Exercise: The expected result is every line of the records, printed exactly.

(Collected data entries)
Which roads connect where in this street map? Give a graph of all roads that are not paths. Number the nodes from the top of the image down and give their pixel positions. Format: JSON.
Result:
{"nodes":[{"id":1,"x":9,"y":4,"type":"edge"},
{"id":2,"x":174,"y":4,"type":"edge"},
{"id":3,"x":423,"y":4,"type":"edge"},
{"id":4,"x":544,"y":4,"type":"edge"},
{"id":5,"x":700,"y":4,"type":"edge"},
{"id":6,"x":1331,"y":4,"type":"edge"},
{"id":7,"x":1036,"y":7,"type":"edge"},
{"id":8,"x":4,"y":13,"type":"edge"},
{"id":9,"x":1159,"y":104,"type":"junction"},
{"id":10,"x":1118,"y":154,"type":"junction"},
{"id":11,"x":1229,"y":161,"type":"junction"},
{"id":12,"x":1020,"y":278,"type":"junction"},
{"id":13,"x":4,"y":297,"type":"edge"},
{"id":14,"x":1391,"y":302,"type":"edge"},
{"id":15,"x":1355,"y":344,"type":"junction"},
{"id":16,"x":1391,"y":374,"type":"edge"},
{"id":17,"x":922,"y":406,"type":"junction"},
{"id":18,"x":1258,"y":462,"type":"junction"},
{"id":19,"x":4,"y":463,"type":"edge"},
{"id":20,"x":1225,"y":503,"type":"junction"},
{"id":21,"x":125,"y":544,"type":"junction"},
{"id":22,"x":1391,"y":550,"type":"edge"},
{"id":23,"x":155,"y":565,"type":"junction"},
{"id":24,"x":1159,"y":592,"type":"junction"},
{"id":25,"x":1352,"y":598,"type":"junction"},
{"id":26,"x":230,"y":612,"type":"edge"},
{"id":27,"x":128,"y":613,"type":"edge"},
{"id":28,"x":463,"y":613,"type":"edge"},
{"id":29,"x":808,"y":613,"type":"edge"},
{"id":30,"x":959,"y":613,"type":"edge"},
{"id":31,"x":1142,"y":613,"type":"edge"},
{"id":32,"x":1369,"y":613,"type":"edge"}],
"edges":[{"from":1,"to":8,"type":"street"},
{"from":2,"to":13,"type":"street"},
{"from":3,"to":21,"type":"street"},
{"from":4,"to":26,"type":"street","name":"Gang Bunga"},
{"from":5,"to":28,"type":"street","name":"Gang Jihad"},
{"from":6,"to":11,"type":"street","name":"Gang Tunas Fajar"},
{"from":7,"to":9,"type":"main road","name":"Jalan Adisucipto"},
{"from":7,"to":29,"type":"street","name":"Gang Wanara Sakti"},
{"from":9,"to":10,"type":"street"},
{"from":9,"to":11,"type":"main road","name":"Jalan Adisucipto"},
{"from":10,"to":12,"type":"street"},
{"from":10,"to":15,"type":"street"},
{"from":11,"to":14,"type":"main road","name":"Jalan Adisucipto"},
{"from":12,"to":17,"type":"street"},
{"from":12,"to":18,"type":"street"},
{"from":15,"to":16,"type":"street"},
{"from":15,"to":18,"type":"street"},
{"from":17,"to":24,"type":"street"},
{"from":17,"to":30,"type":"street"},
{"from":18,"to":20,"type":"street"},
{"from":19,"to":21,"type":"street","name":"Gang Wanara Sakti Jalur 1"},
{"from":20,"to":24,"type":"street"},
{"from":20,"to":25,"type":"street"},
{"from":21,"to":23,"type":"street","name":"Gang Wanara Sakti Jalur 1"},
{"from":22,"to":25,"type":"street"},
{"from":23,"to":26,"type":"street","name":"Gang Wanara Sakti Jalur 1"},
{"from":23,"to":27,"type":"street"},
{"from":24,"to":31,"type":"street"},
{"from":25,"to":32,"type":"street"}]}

Answer:
Which roads connect where in this street map? Give a graph of all roads that are not paths. Number the nodes from the top of the image down and give their pixel positions. Format: JSON.
Result:
{"nodes":[{"id":1,"x":9,"y":4,"type":"edge"},
{"id":2,"x":174,"y":4,"type":"edge"},
{"id":3,"x":423,"y":4,"type":"edge"},
{"id":4,"x":544,"y":4,"type":"edge"},
{"id":5,"x":700,"y":4,"type":"edge"},
{"id":6,"x":1331,"y":4,"type":"edge"},
{"id":7,"x":1036,"y":7,"type":"edge"},
{"id":8,"x":4,"y":13,"type":"edge"},
{"id":9,"x":1159,"y":104,"type":"junction"},
{"id":10,"x":1118,"y":154,"type":"junction"},
{"id":11,"x":1229,"y":161,"type":"junction"},
{"id":12,"x":1020,"y":278,"type":"junction"},
{"id":13,"x":4,"y":297,"type":"edge"},
{"id":14,"x":1391,"y":302,"type":"edge"},
{"id":15,"x":1355,"y":344,"type":"junction"},
{"id":16,"x":1391,"y":374,"type":"edge"},
{"id":17,"x":922,"y":406,"type":"junction"},
{"id":18,"x":1258,"y":462,"type":"junction"},
{"id":19,"x":4,"y":463,"type":"edge"},
{"id":20,"x":1225,"y":503,"type":"junction"},
{"id":21,"x":125,"y":544,"type":"junction"},
{"id":22,"x":1391,"y":550,"type":"edge"},
{"id":23,"x":155,"y":565,"type":"junction"},
{"id":24,"x":1159,"y":592,"type":"junction"},
{"id":25,"x":1352,"y":598,"type":"junction"},
{"id":26,"x":230,"y":612,"type":"edge"},
{"id":27,"x":128,"y":613,"type":"edge"},
{"id":28,"x":463,"y":613,"type":"edge"},
{"id":29,"x":808,"y":613,"type":"edge"},
{"id":30,"x":959,"y":613,"type":"edge"},
{"id":31,"x":1142,"y":613,"type":"edge"},
{"id":32,"x":1369,"y":613,"type":"edge"}],
"edges":[{"from":1,"to":8,"type":"street"},
{"from":2,"to":13,"type":"street"},
{"from":3,"to":21,"type":"street"},
{"from":4,"to":26,"type":"street","name":"Gang Bunga"},
{"from":5,"to":28,"type":"street","name":"Gang Jihad"},
{"from":6,"to":11,"type":"street","name":"Gang Tunas Fajar"},
{"from":7,"to":9,"type":"main road","name":"Jalan Adisucipto"},
{"from":7,"to":29,"type":"street","name":"Gang Wanara Sakti"},
{"from":9,"to":10,"type":"street"},
{"from":9,"to":11,"type":"main road","name":"Jalan Adisucipto"},
{"from":10,"to":12,"type":"street"},
{"from":10,"to":15,"type":"street"},
{"from":11,"to":14,"type":"main road","name":"Jalan Adisucipto"},
{"from":12,"to":17,"type":"street"},
{"from":12,"to":18,"type":"street"},
{"from":15,"to":16,"type":"street"},
{"from":15,"to":18,"type":"street"},
{"from":17,"to":24,"type":"street"},
{"from":17,"to":30,"type":"street"},
{"from":18,"to":20,"type":"street"},
{"from":19,"to":21,"type":"street","name":"Gang Wanara Sakti Jalur 1"},
{"from":20,"to":24,"type":"street"},
{"from":20,"to":25,"type":"street"},
{"from":21,"to":23,"type":"street","name":"Gang Wanara Sakti Jalur 1"},
{"from":22,"to":25,"type":"street"},
{"from":23,"to":26,"type":"street","name":"Gang Wanara Sakti Jalur 1"},
{"from":23,"to":27,"type":"street"},
{"from":24,"to":31,"type":"street"},
{"from":25,"to":32,"type":"street"}]}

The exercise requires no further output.